■ What to produce
Read the data and repeat it in full, exactly.

■ Record extracts

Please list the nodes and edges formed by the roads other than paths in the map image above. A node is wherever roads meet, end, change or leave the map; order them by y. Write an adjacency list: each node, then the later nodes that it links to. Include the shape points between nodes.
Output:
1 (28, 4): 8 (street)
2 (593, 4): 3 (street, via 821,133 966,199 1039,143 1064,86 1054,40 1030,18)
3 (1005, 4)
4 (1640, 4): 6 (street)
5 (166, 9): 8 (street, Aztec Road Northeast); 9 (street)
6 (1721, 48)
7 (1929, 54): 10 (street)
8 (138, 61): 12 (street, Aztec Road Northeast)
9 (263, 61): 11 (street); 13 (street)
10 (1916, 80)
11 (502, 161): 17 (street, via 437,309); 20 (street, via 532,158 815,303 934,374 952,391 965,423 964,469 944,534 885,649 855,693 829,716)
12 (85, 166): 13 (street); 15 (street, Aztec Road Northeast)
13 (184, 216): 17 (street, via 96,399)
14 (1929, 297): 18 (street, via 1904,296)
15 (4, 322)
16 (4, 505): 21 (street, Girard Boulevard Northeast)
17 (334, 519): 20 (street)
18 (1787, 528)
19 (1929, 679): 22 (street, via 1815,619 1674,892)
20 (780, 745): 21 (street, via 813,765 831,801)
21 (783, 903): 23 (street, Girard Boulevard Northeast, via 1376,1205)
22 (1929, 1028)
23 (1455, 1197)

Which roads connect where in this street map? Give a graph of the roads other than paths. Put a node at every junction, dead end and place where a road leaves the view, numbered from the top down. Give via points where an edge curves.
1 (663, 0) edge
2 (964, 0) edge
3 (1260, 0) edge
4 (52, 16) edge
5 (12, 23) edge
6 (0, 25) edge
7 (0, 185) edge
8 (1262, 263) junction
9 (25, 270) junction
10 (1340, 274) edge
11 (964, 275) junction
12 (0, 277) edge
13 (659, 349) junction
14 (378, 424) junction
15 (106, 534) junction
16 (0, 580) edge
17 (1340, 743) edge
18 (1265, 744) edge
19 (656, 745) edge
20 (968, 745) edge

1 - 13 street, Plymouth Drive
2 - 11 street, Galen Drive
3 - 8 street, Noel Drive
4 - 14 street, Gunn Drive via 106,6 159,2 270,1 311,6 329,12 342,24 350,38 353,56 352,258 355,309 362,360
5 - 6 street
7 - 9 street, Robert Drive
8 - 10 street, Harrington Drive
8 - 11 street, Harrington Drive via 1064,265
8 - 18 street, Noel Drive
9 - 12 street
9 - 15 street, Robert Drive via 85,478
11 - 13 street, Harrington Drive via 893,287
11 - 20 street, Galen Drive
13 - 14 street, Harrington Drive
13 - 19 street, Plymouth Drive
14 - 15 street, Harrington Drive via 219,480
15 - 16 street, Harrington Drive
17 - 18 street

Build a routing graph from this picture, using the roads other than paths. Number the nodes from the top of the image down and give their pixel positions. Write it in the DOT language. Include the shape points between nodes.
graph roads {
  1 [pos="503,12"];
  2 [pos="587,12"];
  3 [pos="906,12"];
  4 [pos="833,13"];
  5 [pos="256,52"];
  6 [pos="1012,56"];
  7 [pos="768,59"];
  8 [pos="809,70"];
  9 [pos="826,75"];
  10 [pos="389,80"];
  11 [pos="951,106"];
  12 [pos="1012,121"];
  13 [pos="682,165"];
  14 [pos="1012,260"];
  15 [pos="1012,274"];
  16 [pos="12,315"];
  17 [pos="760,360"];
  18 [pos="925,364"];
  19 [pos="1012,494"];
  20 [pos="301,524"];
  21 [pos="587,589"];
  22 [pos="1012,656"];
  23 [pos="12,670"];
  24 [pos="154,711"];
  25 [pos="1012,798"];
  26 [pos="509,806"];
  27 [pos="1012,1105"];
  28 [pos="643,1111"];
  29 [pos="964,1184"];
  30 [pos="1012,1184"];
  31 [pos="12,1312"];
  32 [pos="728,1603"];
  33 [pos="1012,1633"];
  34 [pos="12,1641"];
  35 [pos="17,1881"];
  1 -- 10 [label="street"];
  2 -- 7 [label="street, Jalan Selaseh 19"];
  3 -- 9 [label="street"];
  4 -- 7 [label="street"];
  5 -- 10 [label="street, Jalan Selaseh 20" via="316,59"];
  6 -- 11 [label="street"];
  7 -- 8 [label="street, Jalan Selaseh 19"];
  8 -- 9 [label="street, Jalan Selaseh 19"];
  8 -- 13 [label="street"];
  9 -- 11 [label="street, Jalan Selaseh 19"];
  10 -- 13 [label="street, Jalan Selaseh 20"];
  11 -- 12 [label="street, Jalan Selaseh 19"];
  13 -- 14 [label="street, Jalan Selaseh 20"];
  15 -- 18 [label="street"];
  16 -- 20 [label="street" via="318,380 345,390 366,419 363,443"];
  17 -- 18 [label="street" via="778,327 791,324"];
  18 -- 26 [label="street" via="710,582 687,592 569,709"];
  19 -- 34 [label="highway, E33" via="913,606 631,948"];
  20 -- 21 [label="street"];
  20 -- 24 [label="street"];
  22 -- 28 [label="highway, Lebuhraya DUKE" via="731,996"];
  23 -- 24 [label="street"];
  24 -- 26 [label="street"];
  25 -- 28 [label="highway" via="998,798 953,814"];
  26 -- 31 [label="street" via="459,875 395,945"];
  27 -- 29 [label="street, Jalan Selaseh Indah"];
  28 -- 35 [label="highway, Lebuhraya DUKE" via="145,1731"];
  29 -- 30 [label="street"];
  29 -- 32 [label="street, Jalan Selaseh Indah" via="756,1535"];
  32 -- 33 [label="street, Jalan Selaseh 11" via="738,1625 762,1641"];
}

■ Result of this exercise
Please list the nodes and edges formed by the roads other than paths in the map image above. A node is wherever roads meet, end, change or leave the map; order them by y. Write an adjacency list: each node, then the later nodes that it links to. Include the shape points between nodes.
Output:
1 (28, 4): 8 (street)
2 (593, 4): 3 (street, via 821,133 966,199 1039,143 1064,86 1054,40 1030,18)
3 (1005, 4)
4 (1640, 4): 6 (street)
5 (166, 9): 8 (street, Aztec Road Northeast); 9 (street)
6 (1721, 48)
7 (1929, 54): 10 (street)
8 (138, 61): 12 (street, Aztec Road Northeast)
9 (263, 61): 11 (street); 13 (street)
10 (1916, 80)
11 (502, 161): 17 (street, via 437,309); 20 (street, via 532,158 815,303 934,374 952,391 965,423 964,469 944,534 885,649 855,693 829,716)
12 (85, 166): 13 (street); 15 (street, Aztec Road Northeast)
13 (184, 216): 17 (street, via 96,399)
14 (1929, 297): 18 (street, via 1904,296)
15 (4, 322)
16 (4, 505): 21 (street, Girard Boulevard Northeast)
17 (334, 519): 20 (street)
18 (1787, 528)
19 (1929, 679): 22 (street, via 1815,619 1674,892)
20 (780, 745): 21 (street, via 813,765 831,801)
21 (783, 903): 23 (street, Girard Boulevard Northeast, via 1376,1205)
22 (1929, 1028)
23 (1455, 1197)

Which roads connect where in this street map? Give a graph of the roads other than paths. Put a node at every junction, dead end and place where a road leaves the view, numbered from the top down. Give via points where an edge curves.
1 (663, 0) edge
2 (964, 0) edge
3 (1260, 0) edge
4 (52, 16) edge
5 (12, 23) edge
6 (0, 25) edge
7 (0, 185) edge
8 (1262, 263) junction
9 (25, 270) junction
10 (1340, 274) edge
11 (964, 275) junction
12 (0, 277) edge
13 (659, 349) junction
14 (378, 424) junction
15 (106, 534) junction
16 (0, 580) edge
17 (1340, 743) edge
18 (1265, 744) edge
19 (656, 745) edge
20 (968, 745) edge

1 - 13 street, Plymouth Drive
2 - 11 street, Galen Drive
3 - 8 street, Noel Drive
4 - 14 street, Gunn Drive via 106,6 159,2 270,1 311,6 329,12 342,24 350,38 353,56 352,258 355,309 362,360
5 - 6 street
7 - 9 street, Robert Drive
8 - 10 street, Harrington Drive
8 - 11 street, Harrington Drive via 1064,265
8 - 18 street, Noel Drive
9 - 12 street
9 - 15 street, Robert Drive via 85,478
11 - 13 street, Harrington Drive via 893,287
11 - 20 street, Galen Drive
13 - 14 street, Harrington Drive
13 - 19 street, Plymouth Drive
14 - 15 street, Harrington Drive via 219,480
15 - 16 street, Harrington Drive
17 - 18 street

Build a routing graph from this picture, using the roads other than paths. Number the nodes from the top of the image down and give their pixel positions. Write it in the DOT language. Include the shape points between nodes.
graph roads {
  1 [pos="503,12"];
  2 [pos="587,12"];
  3 [pos="906,12"];
  4 [pos="833,13"];
  5 [pos="256,52"];
  6 [pos="1012,56"];
  7 [pos="768,59"];
  8 [pos="809,70"];
  9 [pos="826,75"];
  10 [pos="389,80"];
  11 [pos="951,106"];
  12 [pos="1012,121"];
  13 [pos="682,165"];
  14 [pos="1012,260"];
  15 [pos="1012,274"];
  16 [pos="12,315"];
  17 [pos="760,360"];
  18 [pos="925,364"];
  19 [pos="1012,494"];
  20 [pos="301,524"];
  21 [pos="587,589"];
  22 [pos="1012,656"];
  23 [pos="12,670"];
  24 [pos="154,711"];
  25 [pos="1012,798"];
  26 [pos="509,806"];
  27 [pos="1012,1105"];
  28 [pos="643,1111"];
  29 [pos="964,1184"];
  30 [pos="1012,1184"];
  31 [pos="12,1312"];
  32 [pos="728,1603"];
  33 [pos="1012,1633"];
  34 [pos="12,1641"];
  35 [pos="17,1881"];
  1 -- 10 [label="street"];
  2 -- 7 [label="street, Jalan Selaseh 19"];
  3 -- 9 [label="street"];
  4 -- 7 [label="street"];
  5 -- 10 [label="street, Jalan Selaseh 20" via="316,59"];
  6 -- 11 [label="street"];
  7 -- 8 [label="street, Jalan Selaseh 19"];
  8 -- 9 [label="street, Jalan Selaseh 19"];
  8 -- 13 [label="street"];
  9 -- 11 [label="street, Jalan Selaseh 19"];
  10 -- 13 [label="street, Jalan Selaseh 20"];
  11 -- 12 [label="street, Jalan Selaseh 19"];
  13 -- 14 [label="street, Jalan Selaseh 20"];
  15 -- 18 [label="street"];
  16 -- 20 [label="street" via="318,380 345,390 366,419 363,443"];
  17 -- 18 [label="street" via="778,327 791,324"];
  18 -- 26 [label="street" via="710,582 687,592 569,709"];
  19 -- 34 [label="highway, E33" via="913,606 631,948"];
  20 -- 21 [label="street"];
  20 -- 24 [label="street"];
  22 -- 28 [label="highway, Lebuhraya DUKE" via="731,996"];
  23 -- 24 [label="street"];
  24 -- 26 [label="street"];
  25 -- 28 [label="highway" via="998,798 953,814"];
  26 -- 31 [label="street" via="459,875 395,945"];
  27 -- 29 [label="street, Jalan Selaseh Indah"];
  28 -- 35 [label="highway, Lebuhraya DUKE" via="145,1731"];
  29 -- 30 [label="street"];
  29 -- 32 [label="street, Jalan Selaseh Indah" via="756,1535"];
  32 -- 33 [label="street, Jalan Selaseh 11" via="738,1625 762,1641"];
}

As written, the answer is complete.